In this case, a = logx, n = 8, and d = logx² - logx. Now let's plug these values into the formula and see what we get.
S = (8/2)(2logx + (8-1)(logx² - logx))
Simplifying further:
S = 4(2logx + (7logx² - 7logx))
S = 8logx + 28logx² - 28logx
So, the sum of the first 8 terms of the given arithmetic progression is 8logx + 28logx² - 28logx.

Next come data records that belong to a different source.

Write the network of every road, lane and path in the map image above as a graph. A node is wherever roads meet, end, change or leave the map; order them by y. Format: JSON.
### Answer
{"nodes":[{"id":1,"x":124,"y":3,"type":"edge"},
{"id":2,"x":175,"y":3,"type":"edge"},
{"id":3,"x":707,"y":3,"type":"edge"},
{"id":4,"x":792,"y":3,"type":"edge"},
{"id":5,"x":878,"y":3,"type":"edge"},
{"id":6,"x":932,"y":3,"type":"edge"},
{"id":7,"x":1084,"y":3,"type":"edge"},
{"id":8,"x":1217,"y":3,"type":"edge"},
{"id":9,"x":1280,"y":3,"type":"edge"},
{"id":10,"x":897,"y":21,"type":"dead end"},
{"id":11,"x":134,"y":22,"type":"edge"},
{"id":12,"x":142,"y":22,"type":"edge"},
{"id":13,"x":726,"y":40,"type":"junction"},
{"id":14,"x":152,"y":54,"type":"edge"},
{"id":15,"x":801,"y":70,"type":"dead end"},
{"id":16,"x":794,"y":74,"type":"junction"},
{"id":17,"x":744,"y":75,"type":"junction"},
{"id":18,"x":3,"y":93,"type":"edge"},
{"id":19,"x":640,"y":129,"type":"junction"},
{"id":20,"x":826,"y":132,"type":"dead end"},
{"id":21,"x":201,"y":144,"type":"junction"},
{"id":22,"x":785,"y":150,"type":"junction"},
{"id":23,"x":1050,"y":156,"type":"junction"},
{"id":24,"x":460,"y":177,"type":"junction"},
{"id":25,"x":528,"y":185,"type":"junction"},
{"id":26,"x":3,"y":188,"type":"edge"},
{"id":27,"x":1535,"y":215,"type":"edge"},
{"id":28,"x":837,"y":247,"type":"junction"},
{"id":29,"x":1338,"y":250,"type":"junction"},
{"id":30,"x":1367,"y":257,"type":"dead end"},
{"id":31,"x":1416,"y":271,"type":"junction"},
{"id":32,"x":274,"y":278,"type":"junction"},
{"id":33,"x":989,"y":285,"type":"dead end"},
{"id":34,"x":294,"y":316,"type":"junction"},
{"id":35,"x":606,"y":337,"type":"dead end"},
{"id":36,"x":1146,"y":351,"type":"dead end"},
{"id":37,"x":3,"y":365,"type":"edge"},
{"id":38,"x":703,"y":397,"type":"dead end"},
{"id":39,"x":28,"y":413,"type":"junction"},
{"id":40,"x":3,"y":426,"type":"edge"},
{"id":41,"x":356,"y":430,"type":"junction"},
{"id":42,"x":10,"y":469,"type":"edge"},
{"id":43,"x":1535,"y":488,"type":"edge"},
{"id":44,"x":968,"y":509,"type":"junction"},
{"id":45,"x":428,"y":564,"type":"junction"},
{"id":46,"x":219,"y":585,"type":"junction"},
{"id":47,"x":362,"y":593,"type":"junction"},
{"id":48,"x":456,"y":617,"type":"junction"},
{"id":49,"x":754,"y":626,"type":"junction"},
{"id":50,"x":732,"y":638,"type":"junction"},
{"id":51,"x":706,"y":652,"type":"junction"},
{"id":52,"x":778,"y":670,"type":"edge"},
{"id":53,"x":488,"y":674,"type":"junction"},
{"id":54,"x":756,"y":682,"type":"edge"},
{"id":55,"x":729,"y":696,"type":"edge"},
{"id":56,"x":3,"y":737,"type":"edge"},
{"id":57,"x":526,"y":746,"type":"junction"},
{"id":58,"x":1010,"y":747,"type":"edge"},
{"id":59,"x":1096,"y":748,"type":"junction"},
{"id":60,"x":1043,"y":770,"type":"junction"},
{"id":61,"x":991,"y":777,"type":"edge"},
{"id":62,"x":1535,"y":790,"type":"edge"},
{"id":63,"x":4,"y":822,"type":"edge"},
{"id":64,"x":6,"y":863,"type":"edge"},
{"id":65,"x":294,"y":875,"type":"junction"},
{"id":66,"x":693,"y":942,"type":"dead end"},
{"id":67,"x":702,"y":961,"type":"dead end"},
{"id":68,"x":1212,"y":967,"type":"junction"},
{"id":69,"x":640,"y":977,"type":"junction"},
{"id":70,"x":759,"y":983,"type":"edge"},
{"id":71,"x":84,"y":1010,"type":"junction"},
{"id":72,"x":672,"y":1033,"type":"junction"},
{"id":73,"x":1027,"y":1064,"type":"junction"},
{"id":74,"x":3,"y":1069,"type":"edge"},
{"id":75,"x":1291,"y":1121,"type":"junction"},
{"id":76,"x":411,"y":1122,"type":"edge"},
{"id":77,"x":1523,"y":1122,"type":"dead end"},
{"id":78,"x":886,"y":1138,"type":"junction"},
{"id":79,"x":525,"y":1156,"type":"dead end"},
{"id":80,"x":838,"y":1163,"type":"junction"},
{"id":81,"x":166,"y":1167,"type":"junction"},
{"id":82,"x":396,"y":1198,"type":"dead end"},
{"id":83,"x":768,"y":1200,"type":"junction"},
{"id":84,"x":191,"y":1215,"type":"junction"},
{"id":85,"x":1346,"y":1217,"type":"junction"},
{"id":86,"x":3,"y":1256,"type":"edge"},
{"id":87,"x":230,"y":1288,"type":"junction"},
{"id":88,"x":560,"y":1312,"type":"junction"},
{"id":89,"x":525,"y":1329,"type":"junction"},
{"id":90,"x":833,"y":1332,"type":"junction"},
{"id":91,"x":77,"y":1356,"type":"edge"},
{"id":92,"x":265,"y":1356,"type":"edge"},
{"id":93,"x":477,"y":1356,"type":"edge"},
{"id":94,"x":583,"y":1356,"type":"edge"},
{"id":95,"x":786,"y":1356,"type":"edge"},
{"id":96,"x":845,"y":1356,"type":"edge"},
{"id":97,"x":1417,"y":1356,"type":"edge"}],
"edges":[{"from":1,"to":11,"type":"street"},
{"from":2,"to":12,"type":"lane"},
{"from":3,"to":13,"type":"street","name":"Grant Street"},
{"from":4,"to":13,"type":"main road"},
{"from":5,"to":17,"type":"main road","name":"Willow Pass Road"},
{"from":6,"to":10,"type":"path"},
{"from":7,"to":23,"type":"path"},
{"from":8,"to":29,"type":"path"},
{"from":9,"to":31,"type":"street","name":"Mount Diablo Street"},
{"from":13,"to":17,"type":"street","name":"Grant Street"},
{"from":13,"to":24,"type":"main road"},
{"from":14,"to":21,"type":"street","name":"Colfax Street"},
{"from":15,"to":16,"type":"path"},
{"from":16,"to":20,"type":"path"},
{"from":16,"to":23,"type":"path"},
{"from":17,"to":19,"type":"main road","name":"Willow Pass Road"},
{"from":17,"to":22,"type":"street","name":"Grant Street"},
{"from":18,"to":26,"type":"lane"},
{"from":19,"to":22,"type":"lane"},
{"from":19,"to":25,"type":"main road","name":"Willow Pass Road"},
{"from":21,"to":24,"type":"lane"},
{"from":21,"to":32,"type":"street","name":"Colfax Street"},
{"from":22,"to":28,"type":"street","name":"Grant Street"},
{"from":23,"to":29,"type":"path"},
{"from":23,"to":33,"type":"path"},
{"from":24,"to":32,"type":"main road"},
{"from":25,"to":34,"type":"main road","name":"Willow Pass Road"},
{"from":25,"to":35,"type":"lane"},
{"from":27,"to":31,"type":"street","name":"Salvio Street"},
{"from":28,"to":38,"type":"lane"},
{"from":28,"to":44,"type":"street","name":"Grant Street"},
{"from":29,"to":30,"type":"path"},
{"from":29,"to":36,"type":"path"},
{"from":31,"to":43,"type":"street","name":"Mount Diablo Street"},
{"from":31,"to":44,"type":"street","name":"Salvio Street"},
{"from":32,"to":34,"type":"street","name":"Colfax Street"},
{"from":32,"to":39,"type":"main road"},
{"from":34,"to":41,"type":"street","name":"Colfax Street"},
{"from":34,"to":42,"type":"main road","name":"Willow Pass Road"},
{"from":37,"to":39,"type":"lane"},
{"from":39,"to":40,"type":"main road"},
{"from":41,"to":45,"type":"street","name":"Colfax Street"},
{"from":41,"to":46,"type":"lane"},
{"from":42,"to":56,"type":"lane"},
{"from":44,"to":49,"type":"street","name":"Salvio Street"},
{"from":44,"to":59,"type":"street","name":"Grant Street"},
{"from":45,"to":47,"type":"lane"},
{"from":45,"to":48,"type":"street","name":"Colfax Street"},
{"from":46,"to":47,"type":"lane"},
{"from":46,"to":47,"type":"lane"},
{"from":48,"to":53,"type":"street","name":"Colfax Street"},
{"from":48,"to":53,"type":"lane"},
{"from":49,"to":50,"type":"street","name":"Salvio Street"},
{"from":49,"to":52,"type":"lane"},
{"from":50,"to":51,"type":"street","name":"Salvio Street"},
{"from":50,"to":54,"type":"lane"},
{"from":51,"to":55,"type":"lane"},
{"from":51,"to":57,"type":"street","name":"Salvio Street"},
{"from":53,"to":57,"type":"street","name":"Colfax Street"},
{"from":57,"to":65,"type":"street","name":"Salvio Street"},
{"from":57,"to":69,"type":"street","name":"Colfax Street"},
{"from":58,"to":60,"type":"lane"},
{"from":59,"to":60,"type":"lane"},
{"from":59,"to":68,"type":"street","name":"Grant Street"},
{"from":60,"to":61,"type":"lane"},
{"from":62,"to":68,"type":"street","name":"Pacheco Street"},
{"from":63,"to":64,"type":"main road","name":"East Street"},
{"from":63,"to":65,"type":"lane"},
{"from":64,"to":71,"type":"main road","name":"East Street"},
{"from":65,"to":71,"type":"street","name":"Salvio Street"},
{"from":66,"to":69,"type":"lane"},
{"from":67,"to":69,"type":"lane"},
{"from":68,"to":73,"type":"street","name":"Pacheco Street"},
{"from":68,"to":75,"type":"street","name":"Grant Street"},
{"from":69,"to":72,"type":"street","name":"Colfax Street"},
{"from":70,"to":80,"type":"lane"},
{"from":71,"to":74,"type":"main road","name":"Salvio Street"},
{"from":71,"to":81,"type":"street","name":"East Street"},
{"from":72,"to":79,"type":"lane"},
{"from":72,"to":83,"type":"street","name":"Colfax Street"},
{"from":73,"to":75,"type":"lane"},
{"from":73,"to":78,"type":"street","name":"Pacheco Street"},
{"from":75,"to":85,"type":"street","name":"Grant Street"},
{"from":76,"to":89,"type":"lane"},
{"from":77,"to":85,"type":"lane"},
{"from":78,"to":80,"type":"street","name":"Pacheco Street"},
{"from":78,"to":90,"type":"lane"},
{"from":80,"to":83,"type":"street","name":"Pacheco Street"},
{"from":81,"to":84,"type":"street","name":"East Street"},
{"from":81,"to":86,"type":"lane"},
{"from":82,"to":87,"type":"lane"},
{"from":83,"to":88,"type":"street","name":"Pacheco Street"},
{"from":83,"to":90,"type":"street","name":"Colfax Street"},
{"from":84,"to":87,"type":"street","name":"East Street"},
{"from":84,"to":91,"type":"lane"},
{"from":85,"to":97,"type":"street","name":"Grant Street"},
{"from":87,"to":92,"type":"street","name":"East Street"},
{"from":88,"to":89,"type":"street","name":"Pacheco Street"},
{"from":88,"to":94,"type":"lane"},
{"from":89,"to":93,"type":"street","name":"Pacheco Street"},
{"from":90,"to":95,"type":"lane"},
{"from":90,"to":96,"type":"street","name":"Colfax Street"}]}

Now that we have the answer, I hope it didn't make your head spin like a circus wheel!
To find the sum of the first 8 terms of an arithmetic progression (A.P.) logx, logx², logx³,..., we need to determine the general formula for the nth term, and then use the formula for the sum of an arithmetic series.
The given A.P. has a common ratio of r = 2, as each term is the square of the previous term (e.g., logx² = (logx)²).
Now, let's find the general formula for the nth term of the A.P. logx, logx², logx³,...:
The first term is logx (when n = 1), and the common ratio is r = 2.
Using the formula for the nth term of an A.P., aₙ = a₁ + (n-1)d, where aₙ is the nth term, a₁ is the first term, n is the position of the term, and d is the common difference (which in this case is logx), we have:
aₙ = logx + (n-1)logx
aₙ = n*logx
Now we can find the sum of the first 8 terms using the formula for the sum of an arithmetic series:
Sₙ = (n/2)(a₁ + aₙ), where Sₙ is the sum of the first n terms.
Substituting the values, we have:
S₈ = (8/2)(logx + 8*logx)
S₈ = 4(logx + 8logx)
S₈ = 4(9logx) {combining like terms}
S₈ = 36logx {simplifying further}
Therefore, the sum of the first 8 terms of the given A.P. is 36logx.